Par ailleurs, jusqu’ici on a cantonné Mammeri à la question identitaire, même si cette discipline l’as beaucoup absorbé cela ne l’a pas empêché de traiter des grands sujets qui interrogent notre époque. En effet, et au-delà du travail sur la langue Amazigh, Mammeri était aussi un intellectuel hors pair qui s’est aussi penché sur d’autres questions politiques, sociétales idéologiques.
Du sommet enneigé de Kouilal, du village de Tasga ou dans l’immensité du désert algérien, Mammeri déroulait ses fictions et ses personnages puisés dans la société eux-mêmes confrontés aux épreuves du temps et aux bouleversements de notre époque. Dans la colline oubliée, c’est le village oublié mais pas coupé du monde. Il évoquait la 2iem guerre mondiale qui déchirait l’Europe mais qui atteignait le village par les nouvelles peu rassurantes qui arrivent et l’enrôlement de jeunes. Il traitera aussi les dures épreuves d’un système colonial inique que subit la population avec le statut d’indigènes.

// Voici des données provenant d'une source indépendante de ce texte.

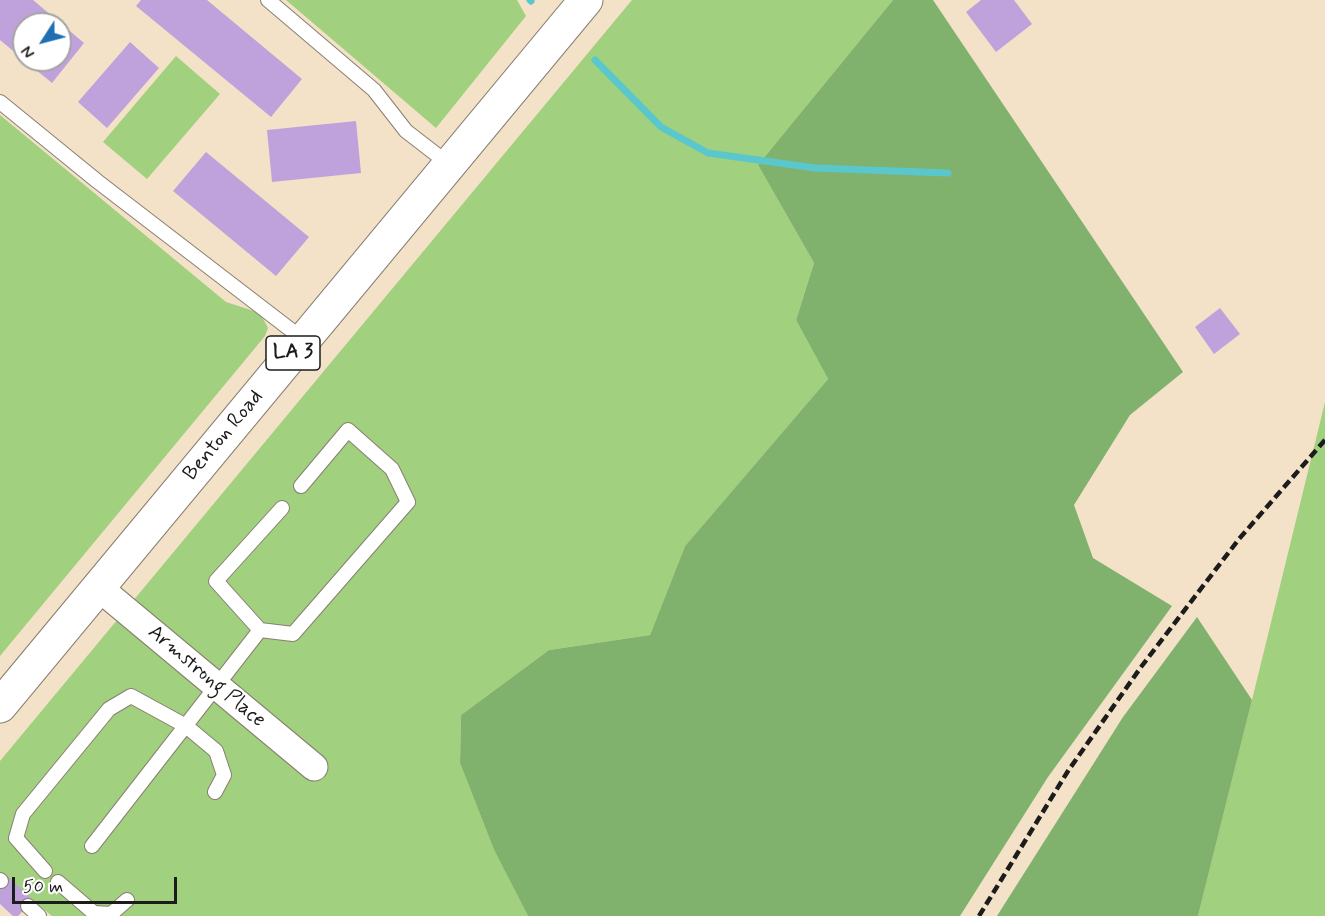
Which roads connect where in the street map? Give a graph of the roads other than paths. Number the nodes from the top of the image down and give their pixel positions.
1 (268, 0) edge
2 (586, 0) edge
3 (0, 102) edge
4 (450, 165) junction
5 (304, 340) junction
6 (301, 486) dead end
7 (282, 508) dead end
8 (98, 587) junction
9 (260, 630) junction
10 (217, 686) junction
11 (0, 706) edge
12 (186, 726) junction
13 (314, 766) dead end
14 (215, 792) dead end
15 (92, 846) dead end
16 (45, 871) dead end
17 (58, 882) dead end
18 (128, 900) dead end
19 (28, 906) dead end
20 (39, 916) edge

1 - 4 lane
2 - 4 main road, Benton Road / LA 3
3 - 5 lane
4 - 5 main road, Benton Road / LA 3
5 - 8 main road, Benton Road / LA 3
6 - 9 lane
7 - 9 lane
8 - 10 street, Armstrong Place
8 - 11 main road, Benton Road / LA 3
9 - 10 lane
10 - 12 lane
10 - 13 street, Armstrong Place
12 - 14 lane
12 - 15 lane
12 - 16 lane
17 - 18 lane
19 - 20 lane

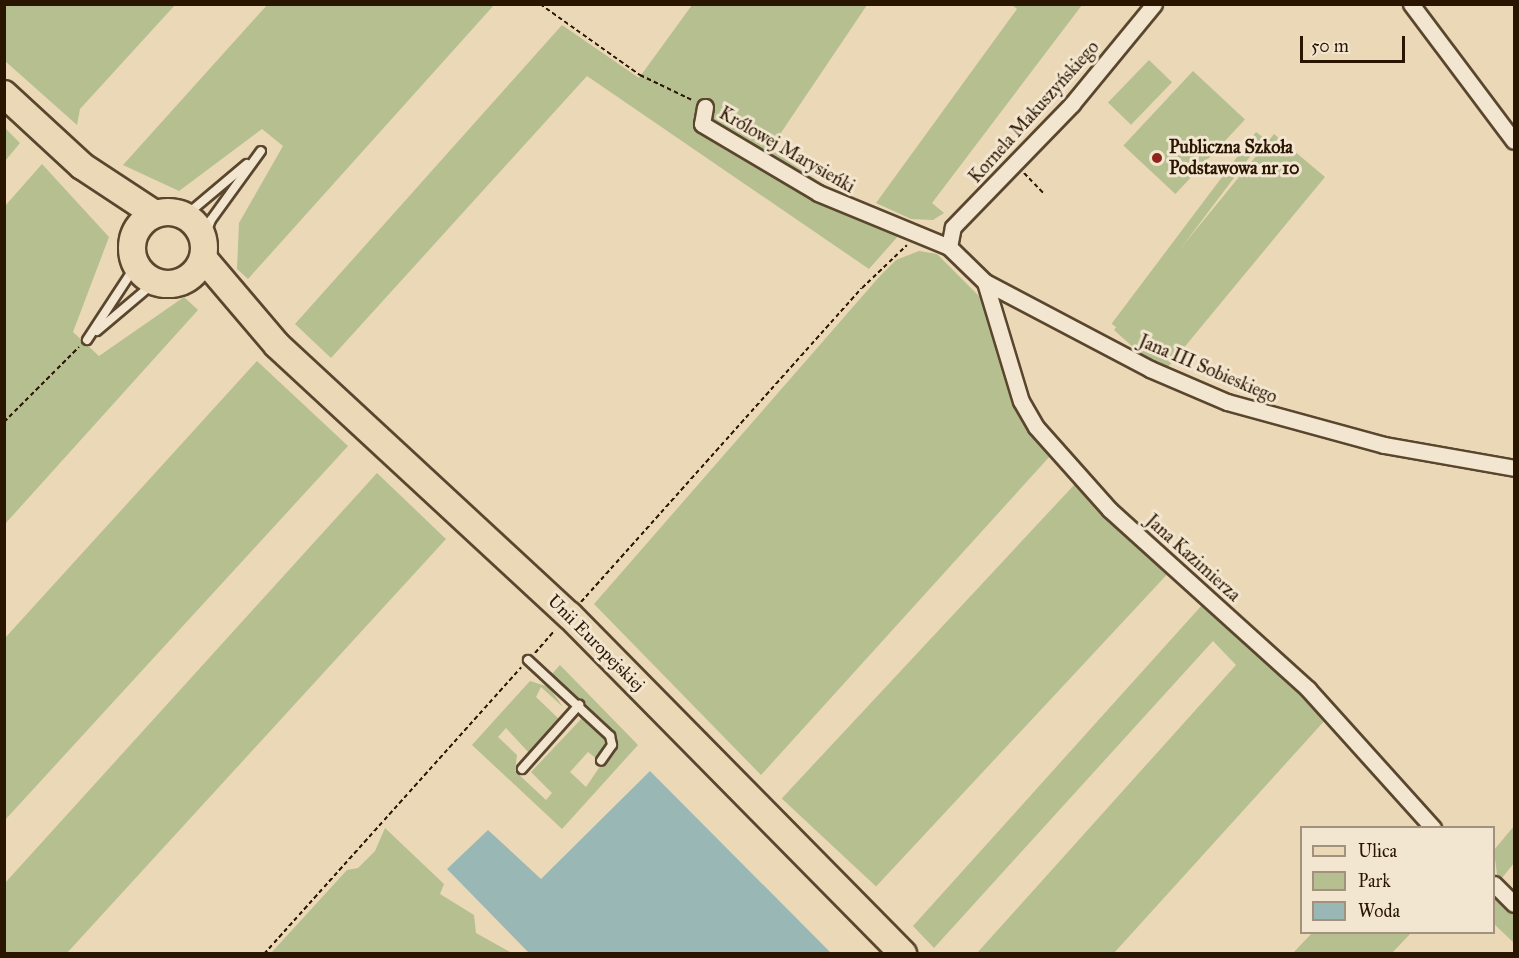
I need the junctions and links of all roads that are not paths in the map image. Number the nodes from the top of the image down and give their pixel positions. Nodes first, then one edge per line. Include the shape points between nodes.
1 (1154, 4) edge
2 (1411, 4) edge
3 (4, 94) edge
4 (705, 107) road end
5 (1515, 141) edge
6 (82, 166) junction
7 (155, 214) junction
8 (185, 216) junction
9 (135, 233) junction
10 (949, 247) junction
11 (203, 249) junction
12 (136, 265) junction
13 (155, 282) junction
14 (181, 282) junction
15 (985, 282) junction
16 (277, 345) junction
17 (1515, 468) edge
18 (528, 660) road end
19 (579, 705) junction
20 (601, 761) dead end
21 (522, 769) dead end
22 (1431, 826) edge
23 (1495, 885) edge
24 (1515, 904) edge
25 (903, 954) edge

1 - 10 street, Kornela Makuszyńskiego via 1072,104 953,227
2 - 5 street
3 - 6 main road
4 - 10 street, Królowej Marysieńki via 702,124 818,193
6 - 7 main road
6 - 9 main road
7 - 8 main road
7 - 9 main road
8 - 11 main road
8 - 11 lane via 261,151 211,219
9 - 12 main road via 132,249
10 - 15 street, Jana III Sobieskiego
11 - 14 main road
11 - 16 main road, Unii Europejskiej
12 - 13 main road
12 - 13 lane via 87,340
13 - 14 main road
14 - 16 main road, Unii Europejskiej via 208,293
15 - 17 street, Jana III Sobieskiego via 1158,373 1276,420
15 - 22 street, Jana Kazimierza via 1021,400 1036,427 1110,510 1308,689
16 - 25 main road, Unii Europejskiej via 569,615
18 - 19 lane
19 - 20 lane via 610,736 612,746
19 - 21 lane
23 - 24 street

Dans Le sommeil du juste, les « dormeurs » vont se révéler les précurseurs de la prise de conscience nationaliste et les artisans du déclenchement de la révolution. Dans L’opium et le bâton où les dialogues de ses personnages reconstituent fidèlement les positions des uns et des autres face au conflit inéluctable, où Mammeri privilégie la liberté de parole de ses personnages plutôt qu’une vision binaire. Il pose en filigrane la question de l’engagement des élites intellectuelles dans les mouvements de pensée qui traversent la société exemples : Le dialogue entre Ramdane et Bachir dans L’opium et le bâton, la question du renouveau dans une société traditionnelle, entre les besoins d’émancipation des jeunes, face au conservatisme des vieux, ou le culte des ancêtres. Ces jeunes du village entre la Tajmait, la sehja, qui s’interroge sur leur vie, leur avenir dans cette colline oubliée. Il évoque aussi les déchirements, les passions, celle des amours impossibles entre la belle Davda qui épousera Akli alors qu’elle est amoureuse de Meddour. (La Colline oubliée).

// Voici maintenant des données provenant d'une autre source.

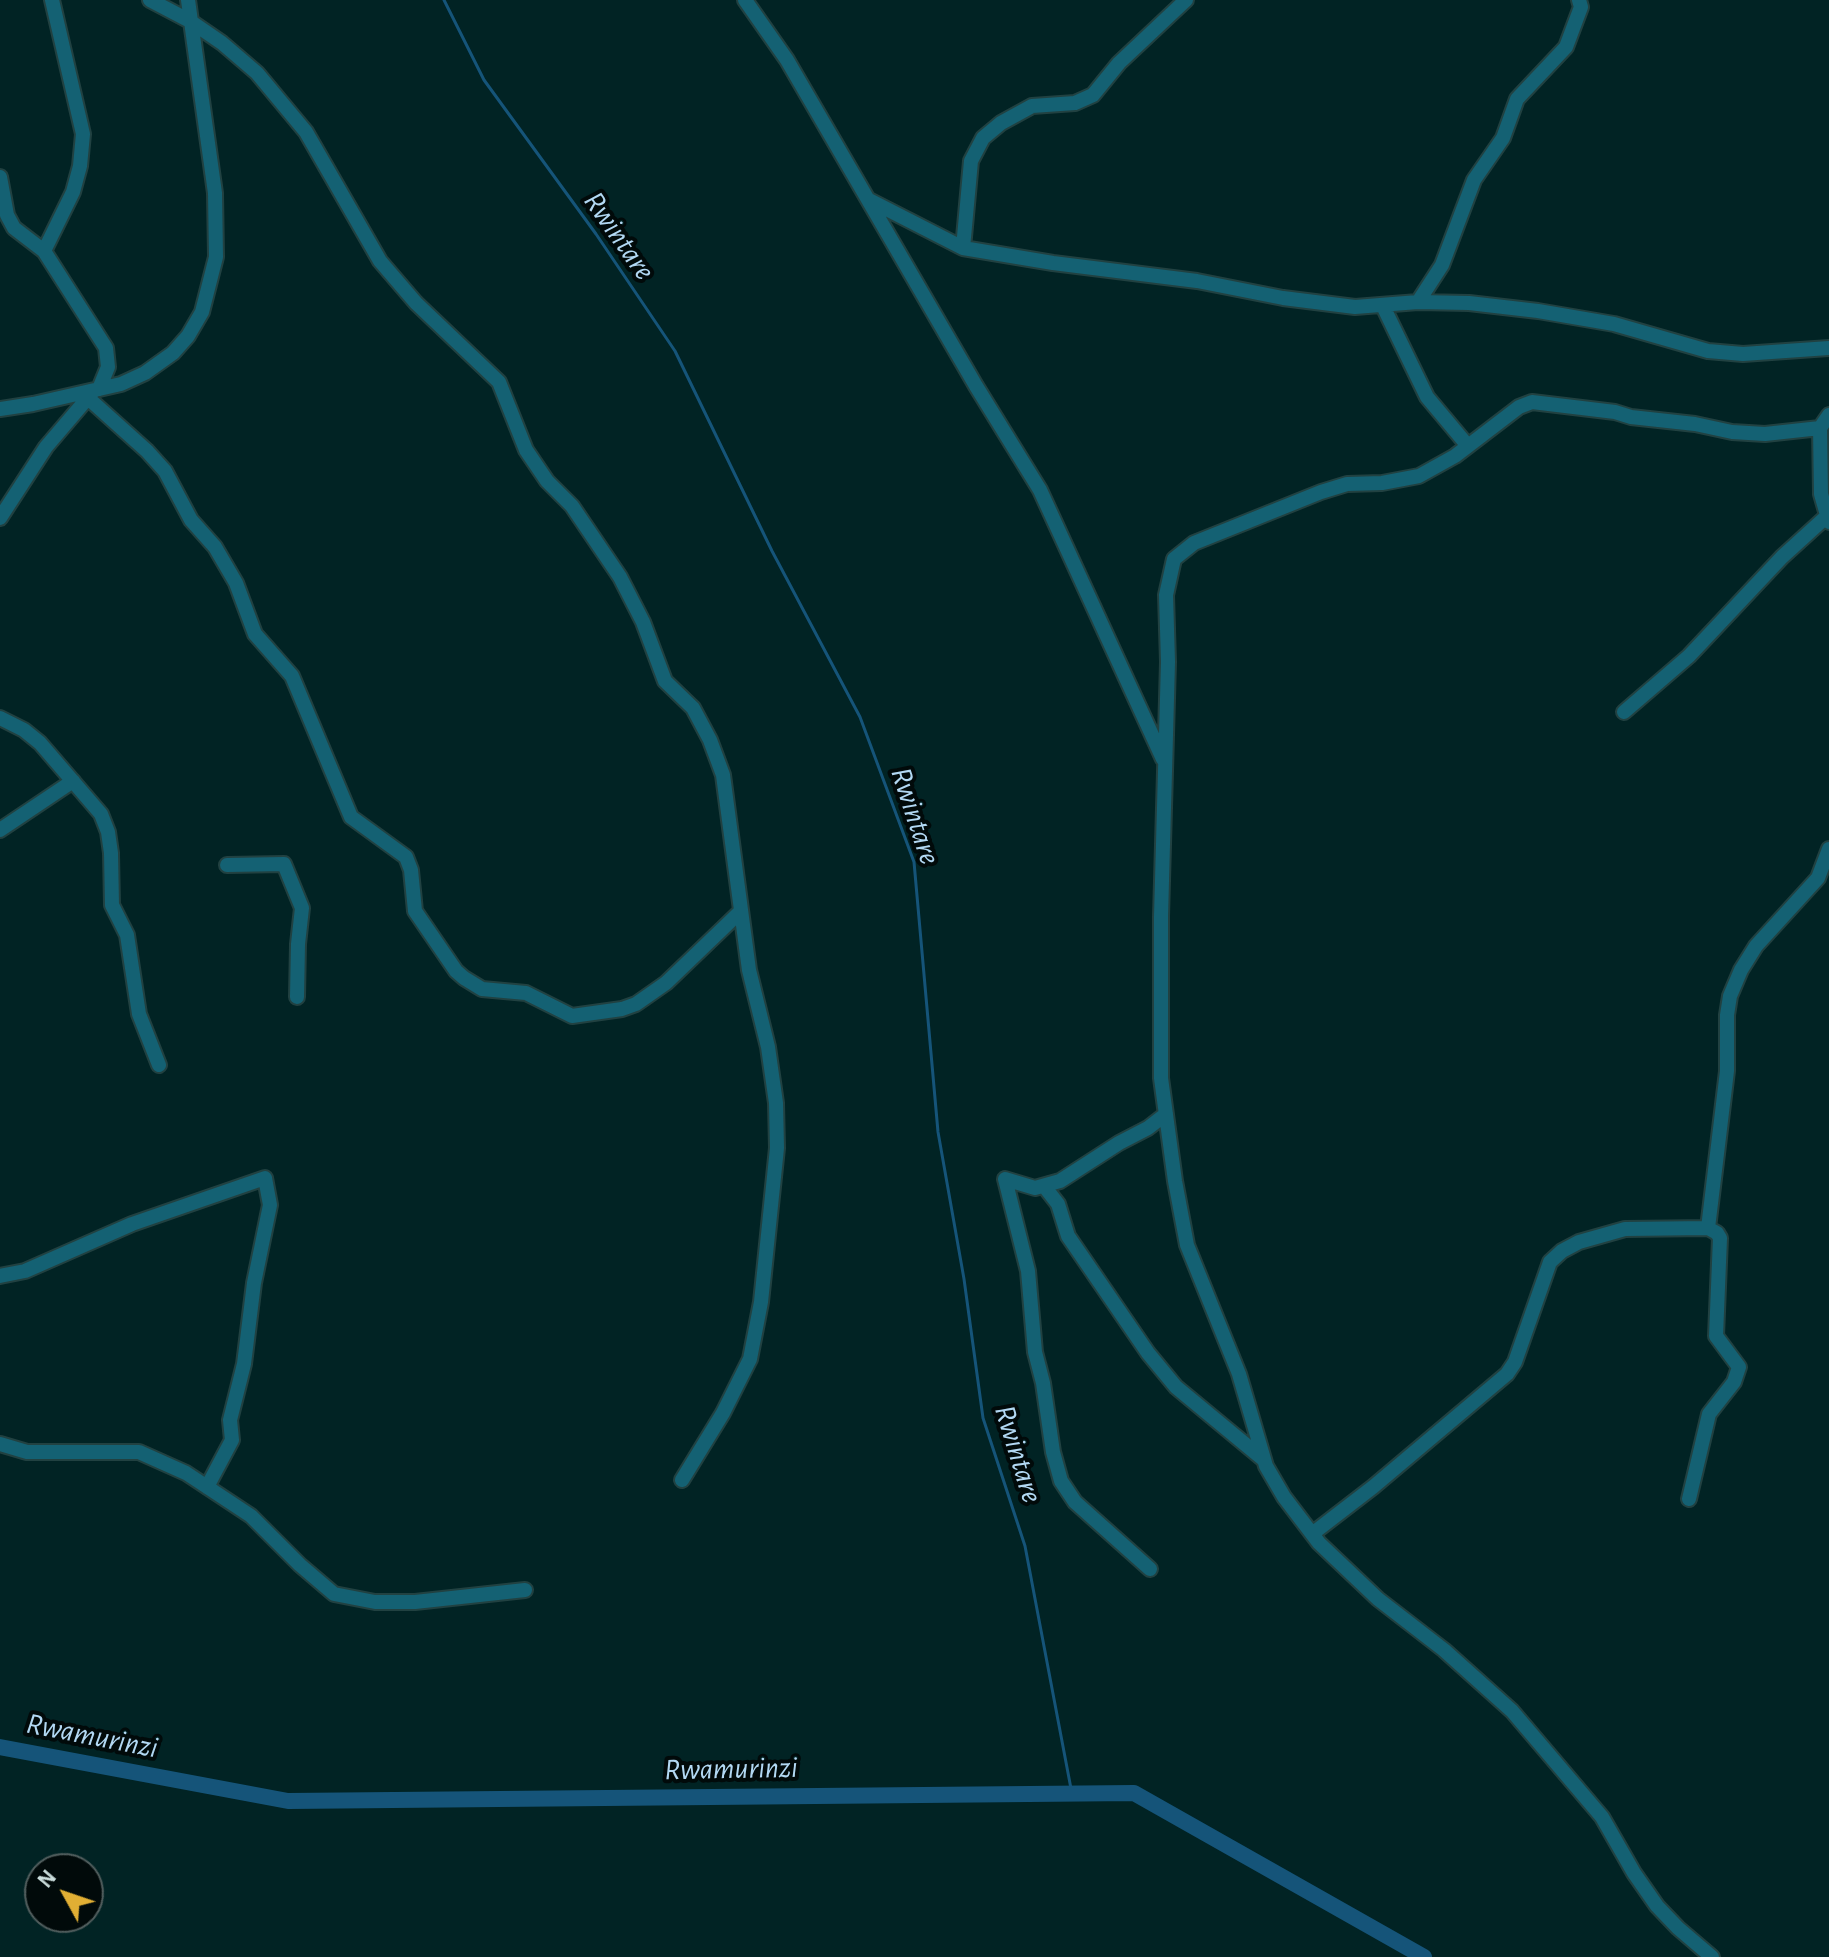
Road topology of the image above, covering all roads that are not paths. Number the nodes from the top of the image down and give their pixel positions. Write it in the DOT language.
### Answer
graph roads {
  1 [pos="52,0"];
  2 [pos="150,0"];
  3 [pos="188,0"];
  4 [pos="745,0"];
  5 [pos="1186,0"];
  6 [pos="1579,0"];
  7 [pos="190,21"];
  8 [pos="0,177"];
  9 [pos="869,200"];
  10 [pos="4,216"];
  11 [pos="963,248"];
  12 [pos="44,251"];
  13 [pos="1418,302"];
  14 [pos="1383,306"];
  15 [pos="1829,348"];
  16 [pos="93,393"];
  17 [pos="0,409"];
  18 [pos="1829,415"];
  19 [pos="1824,436"];
  20 [pos="1468,446"];
  21 [pos="0,518"];
  22 [pos="1827,519"];
  23 [pos="1624,712"];
  24 [pos="0,718"];
  25 [pos="1165,763"];
  26 [pos="73,781"];
  27 [pos="0,830"];
  28 [pos="1829,849"];
  29 [pos="227,865"];
  30 [pos="1824,879"];
  31 [pos="741,911"];
  32 [pos="297,997"];
  33 [pos="159,1065"];
  34 [pos="1166,1114"];
  35 [pos="1044,1186"];
  36 [pos="1708,1228"];
  37 [pos="0,1276"];
  38 [pos="0,1444"];
  39 [pos="1264,1459"];
  40 [pos="682,1480"];
  41 [pos="207,1487"];
  42 [pos="1689,1499"];
  43 [pos="1312,1534"];
  44 [pos="1150,1569"];
  45 [pos="525,1590"];
  46 [pos="1712,1957"];
  1 -- 12 [label="street"];
  2 -- 7 [label="street"];
  3 -- 7 [label="street"];
  4 -- 9 [label="street"];
  5 -- 11 [label="street"];
  6 -- 13 [label="street"];
  7 -- 16 [label="street"];
  7 -- 31 [label="street"];
  8 -- 10 [label="street"];
  9 -- 11 [label="street"];
  9 -- 25 [label="street"];
  10 -- 12 [label="street"];
  11 -- 14 [label="street"];
  12 -- 16 [label="street"];
  13 -- 14 [label="street"];
  13 -- 15 [label="street"];
  14 -- 20 [label="street"];
  16 -- 17 [label="street"];
  16 -- 21 [label="street"];
  16 -- 31 [label="street"];
  18 -- 19 [label="street"];
  19 -- 20 [label="street"];
  19 -- 22 [label="street"];
  20 -- 25 [label="street"];
  22 -- 23 [label="street"];
  24 -- 26 [label="street"];
  25 -- 34 [label="street"];
  26 -- 27 [label="street"];
  26 -- 33 [label="street"];
  28 -- 30 [label="street"];
  29 -- 32 [label="street"];
  30 -- 36 [label="street"];
  31 -- 40 [label="street"];
  34 -- 35 [label="street"];
  34 -- 39 [label="street"];
  35 -- 39 [label="street"];
  35 -- 44 [label="street"];
  36 -- 42 [label="street"];
  36 -- 43 [label="street"];
  37 -- 41 [label="street"];
  38 -- 41 [label="street"];
  39 -- 43 [label="street"];
  41 -- 45 [label="street"];
  43 -- 46 [label="street"];
}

Dans La Traversée, qui prend pour moi une valeur de testament, il y a une dramaturgie qui se noue empreinte de mélancolie et de désillusion. La fête de l’indépendance, les lendemains de fête qui déchantent, les conflits fratricides entre frères d’hier. Le parcours de la caravane parti du nord au sud et dont les personnages incarnent précisément la réalité des clivages politique et idéologiques qui réapparaissent après leur mise en sourdine le temps de la traversée !!! Les caravaniers de cette traversée incarnent précisément l’ambivalence de cette Algérie qui se cherche.
Ces équipiers de la caravane, c’est le condensé des courants idéologiques qui s’affirment dans l’Algérie postindépendante entre les marxistes, les nationalistes, les partisans d’un socialisme spécifique, les libéraux, les communistes, les démocrates, les islamistes, et en toile de fond les déchirements qui s’annoncent.

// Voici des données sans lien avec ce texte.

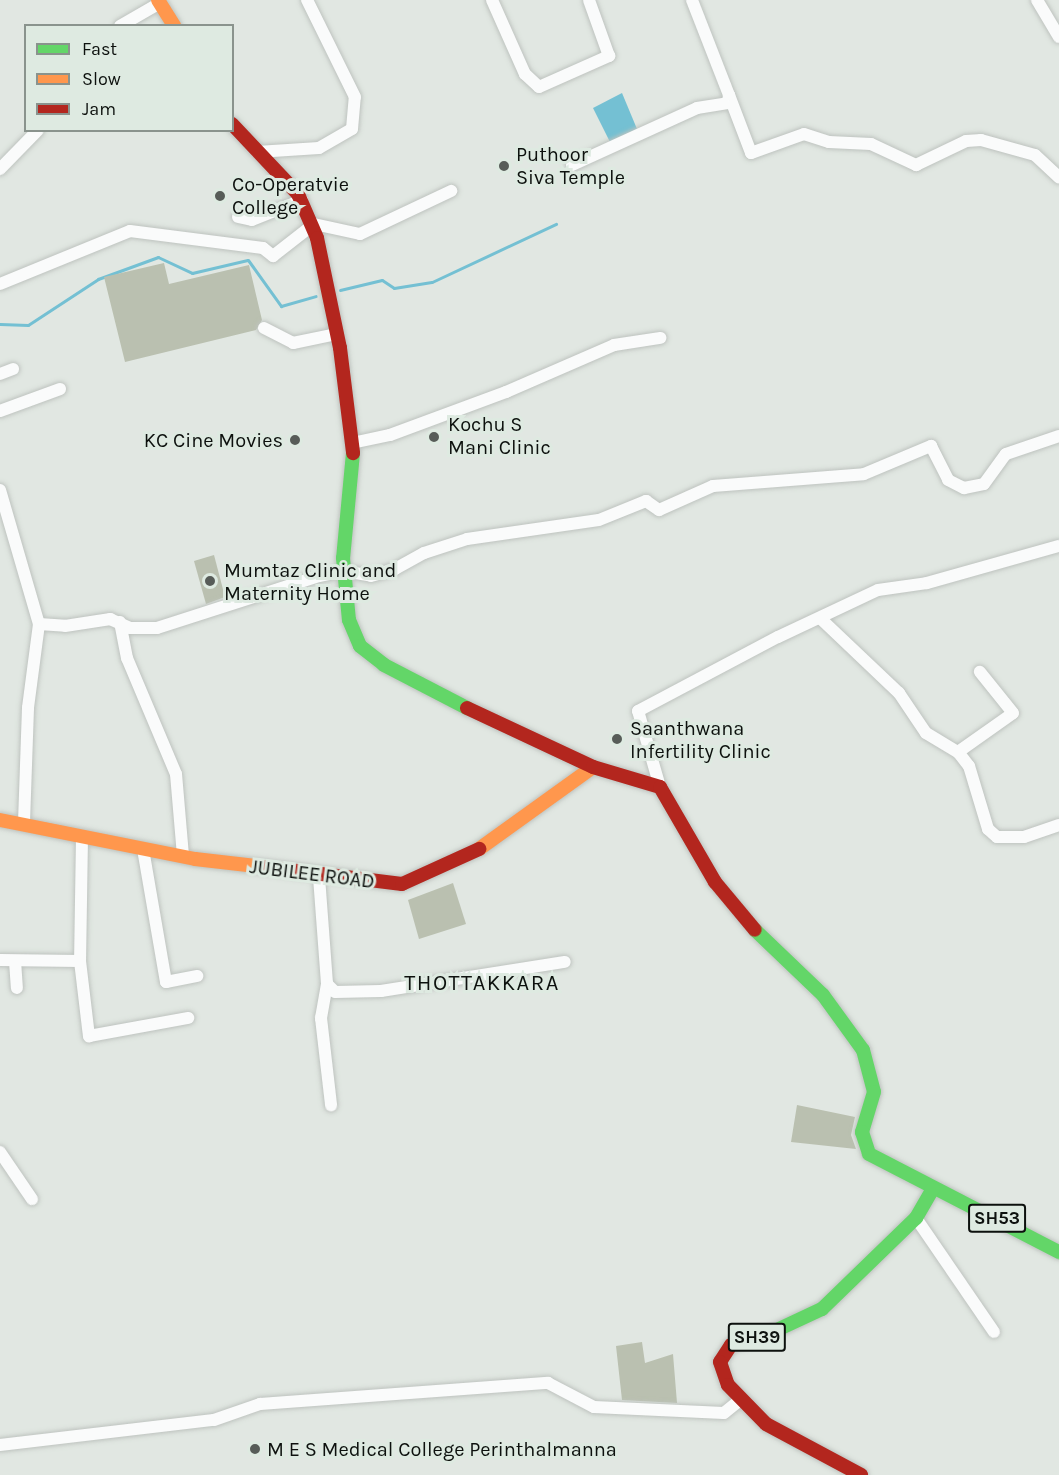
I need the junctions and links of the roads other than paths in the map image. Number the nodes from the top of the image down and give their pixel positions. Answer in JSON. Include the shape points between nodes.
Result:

L’oasis qui apparait comme un point d’eau, une lueur d’espoir, n’est-elle finalement que le produit des mirages du désert ? Pourquoi Mourad reprend-il le chemin de Kabylie après la désillusion de « ses rêves démocratiques » ? Pourquoi retourne-t-il auprès des siens pour mourir sur les dalles froides de la Tajmait du village. On est au cœur de la tragédie Grecque, ou les héros, souvent des idéalistes ou des incompris finissent trahis ou vilipendés ?
Il évoquera aussi les dialogues, prélude aux fractures politiques entre Amalia et serge. Il est question des idéologies qui traversent l’Algérie où tous les espoirs autant que les illusions. Quand Boualem et Amalia échangent sur la relation de cette dernière avec le parti communiste des rêves d’un monde meilleur, d’égalité, d’humanisme qui se brise avec les soulèvements de Budapest (1656) puis Prague (1968), réprimés dans le sang par les chars soviétiques. Mammeri pose la question fondamentale du rapport à la liberté aux pouvoirs politiques, évoqués déjà par les penseurs Grecs, Platon, Aristophane il y’a plus de vingt siècles théorisés plus tard par Hobbes, Montesquieu.
Par un style incisif parfois décapant, Mammeri a construit des fictions qui nous replongent au cœur de nos problématiques contemporaines. De Tasga, aux sommets enneigés du Djurdjura, du Gourara à Tamanrasset, Mammeri déroule ses péripéties et semble traverser le temps suspendu. L’immensité de Tamazgha, nous est restituée dans sa splendeur, sans nier les écueils. Les dialogues ne sont pas construits selon une chronologie pré établi et la liberté qu’il confère à ses personnages nous intrigue nous passionne comme si l’auteur n’est que le témoin des événements qu’il nous restitue avec une langue intérieure pour évoquer le passé et l’histoire dont il soigne les blessures qu’elle est tentée de nous infliger.
Par ailleurs les femmes ne sont pas représentées comme des éléments de décor ou de simples compagnons de route. Elles sont parties prenantes du récit. « C’est Aazi qui tient la clef de Taassast et ne consentira à l’ouvrir qu’au retour de la bande de la Sahja. « La colline oubliée » Prémonitoire, Mammeri évoquera au travers du personnage de Boualem « la traversée », la montée en puissance de l’islamisme dans sa version la plus radicale et la plus totalitaire.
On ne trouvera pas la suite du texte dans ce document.